## Saved data entries
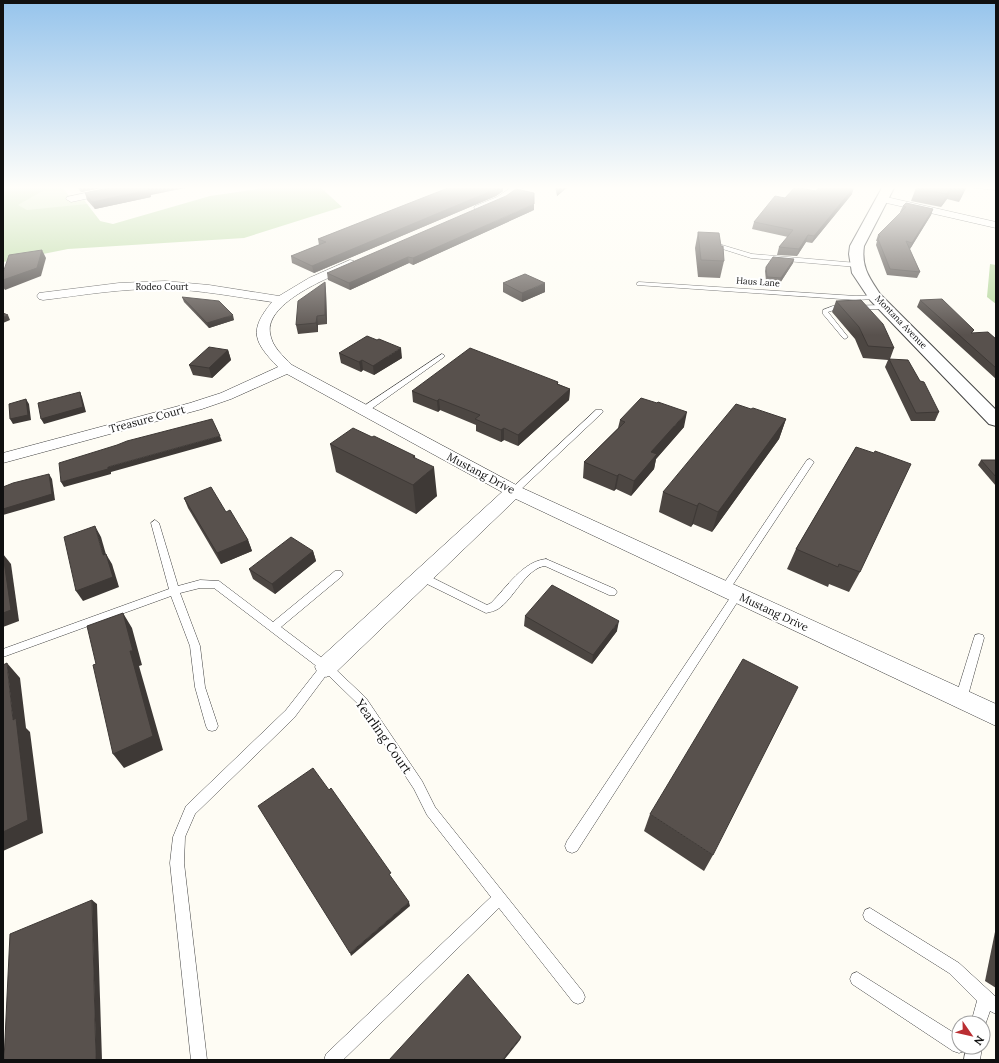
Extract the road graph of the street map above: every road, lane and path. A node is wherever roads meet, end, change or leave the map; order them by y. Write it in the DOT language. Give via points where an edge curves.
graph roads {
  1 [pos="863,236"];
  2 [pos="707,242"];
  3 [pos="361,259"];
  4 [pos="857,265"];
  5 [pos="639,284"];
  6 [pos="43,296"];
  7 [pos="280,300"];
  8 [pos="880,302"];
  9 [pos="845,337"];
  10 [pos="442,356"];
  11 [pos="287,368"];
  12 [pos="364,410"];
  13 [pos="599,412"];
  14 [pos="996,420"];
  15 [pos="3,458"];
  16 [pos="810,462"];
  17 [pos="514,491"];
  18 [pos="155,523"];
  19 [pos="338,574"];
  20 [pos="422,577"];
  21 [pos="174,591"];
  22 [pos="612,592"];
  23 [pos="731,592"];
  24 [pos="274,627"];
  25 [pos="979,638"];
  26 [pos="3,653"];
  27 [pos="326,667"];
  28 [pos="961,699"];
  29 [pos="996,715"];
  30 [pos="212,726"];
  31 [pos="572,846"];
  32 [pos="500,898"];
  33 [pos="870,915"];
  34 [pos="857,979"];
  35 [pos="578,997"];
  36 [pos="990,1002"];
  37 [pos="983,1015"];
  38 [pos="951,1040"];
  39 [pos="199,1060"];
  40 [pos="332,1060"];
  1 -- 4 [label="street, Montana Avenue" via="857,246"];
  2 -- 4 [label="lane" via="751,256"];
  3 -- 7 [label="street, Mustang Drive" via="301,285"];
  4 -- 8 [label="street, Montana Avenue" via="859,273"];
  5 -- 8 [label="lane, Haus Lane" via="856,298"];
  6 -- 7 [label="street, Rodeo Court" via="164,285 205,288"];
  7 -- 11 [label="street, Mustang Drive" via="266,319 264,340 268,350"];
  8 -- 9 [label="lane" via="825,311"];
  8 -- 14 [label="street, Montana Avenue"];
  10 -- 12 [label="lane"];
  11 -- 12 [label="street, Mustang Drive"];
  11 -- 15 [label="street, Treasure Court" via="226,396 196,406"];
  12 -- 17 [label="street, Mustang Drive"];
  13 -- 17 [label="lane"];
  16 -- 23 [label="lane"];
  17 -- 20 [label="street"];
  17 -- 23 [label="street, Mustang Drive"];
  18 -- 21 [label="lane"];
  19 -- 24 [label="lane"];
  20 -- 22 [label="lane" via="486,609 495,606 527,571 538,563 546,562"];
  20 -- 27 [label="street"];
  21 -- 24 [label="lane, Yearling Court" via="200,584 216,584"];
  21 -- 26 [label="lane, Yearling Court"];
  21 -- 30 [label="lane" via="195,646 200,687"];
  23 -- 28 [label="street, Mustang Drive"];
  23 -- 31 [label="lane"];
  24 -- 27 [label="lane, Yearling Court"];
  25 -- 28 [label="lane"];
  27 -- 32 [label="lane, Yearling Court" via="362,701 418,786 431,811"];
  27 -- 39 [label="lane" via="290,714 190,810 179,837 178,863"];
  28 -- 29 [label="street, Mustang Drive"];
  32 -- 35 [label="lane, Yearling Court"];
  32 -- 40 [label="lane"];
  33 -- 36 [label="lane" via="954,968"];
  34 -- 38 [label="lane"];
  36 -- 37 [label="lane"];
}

## TASK DESCRIPTION
Your answer should be every entry repeated exactly, minus the pictures.

## SOLUTION TO THE EXERCISE
Extract the road graph of the street map above: every road, lane and path. A node is wherever roads meet, end, change or leave the map; order them by y. Write it in the DOT language. Give via points where an edge curves.
graph roads {
  1 [pos="863,236"];
  2 [pos="707,242"];
  3 [pos="361,259"];
  4 [pos="857,265"];
  5 [pos="639,284"];
  6 [pos="43,296"];
  7 [pos="280,300"];
  8 [pos="880,302"];
  9 [pos="845,337"];
  10 [pos="442,356"];
  11 [pos="287,368"];
  12 [pos="364,410"];
  13 [pos="599,412"];
  14 [pos="996,420"];
  15 [pos="3,458"];
  16 [pos="810,462"];
  17 [pos="514,491"];
  18 [pos="155,523"];
  19 [pos="338,574"];
  20 [pos="422,577"];
  21 [pos="174,591"];
  22 [pos="612,592"];
  23 [pos="731,592"];
  24 [pos="274,627"];
  25 [pos="979,638"];
  26 [pos="3,653"];
  27 [pos="326,667"];
  28 [pos="961,699"];
  29 [pos="996,715"];
  30 [pos="212,726"];
  31 [pos="572,846"];
  32 [pos="500,898"];
  33 [pos="870,915"];
  34 [pos="857,979"];
  35 [pos="578,997"];
  36 [pos="990,1002"];
  37 [pos="983,1015"];
  38 [pos="951,1040"];
  39 [pos="199,1060"];
  40 [pos="332,1060"];
  1 -- 4 [label="street, Montana Avenue" via="857,246"];
  2 -- 4 [label="lane" via="751,256"];
  3 -- 7 [label="street, Mustang Drive" via="301,285"];
  4 -- 8 [label="street, Montana Avenue" via="859,273"];
  5 -- 8 [label="lane, Haus Lane" via="856,298"];
  6 -- 7 [label="street, Rodeo Court" via="164,285 205,288"];
  7 -- 11 [label="street, Mustang Drive" via="266,319 264,340 268,350"];
  8 -- 9 [label="lane" via="825,311"];
  8 -- 14 [label="street, Montana Avenue"];
  10 -- 12 [label="lane"];
  11 -- 12 [label="street, Mustang Drive"];
  11 -- 15 [label="street, Treasure Court" via="226,396 196,406"];
  12 -- 17 [label="street, Mustang Drive"];
  13 -- 17 [label="lane"];
  16 -- 23 [label="lane"];
  17 -- 20 [label="street"];
  17 -- 23 [label="street, Mustang Drive"];
  18 -- 21 [label="lane"];
  19 -- 24 [label="lane"];
  20 -- 22 [label="lane" via="486,609 495,606 527,571 538,563 546,562"];
  20 -- 27 [label="street"];
  21 -- 24 [label="lane, Yearling Court" via="200,584 216,584"];
  21 -- 26 [label="lane, Yearling Court"];
  21 -- 30 [label="lane" via="195,646 200,687"];
  23 -- 28 [label="street, Mustang Drive"];
  23 -- 31 [label="lane"];
  24 -- 27 [label="lane, Yearling Court"];
  25 -- 28 [label="lane"];
  27 -- 32 [label="lane, Yearling Court" via="362,701 418,786 431,811"];
  27 -- 39 [label="lane" via="290,714 190,810 179,837 178,863"];
  28 -- 29 [label="street, Mustang Drive"];
  32 -- 35 [label="lane, Yearling Court"];
  32 -- 40 [label="lane"];
  33 -- 36 [label="lane" via="954,968"];
  34 -- 38 [label="lane"];
  36 -- 37 [label="lane"];
}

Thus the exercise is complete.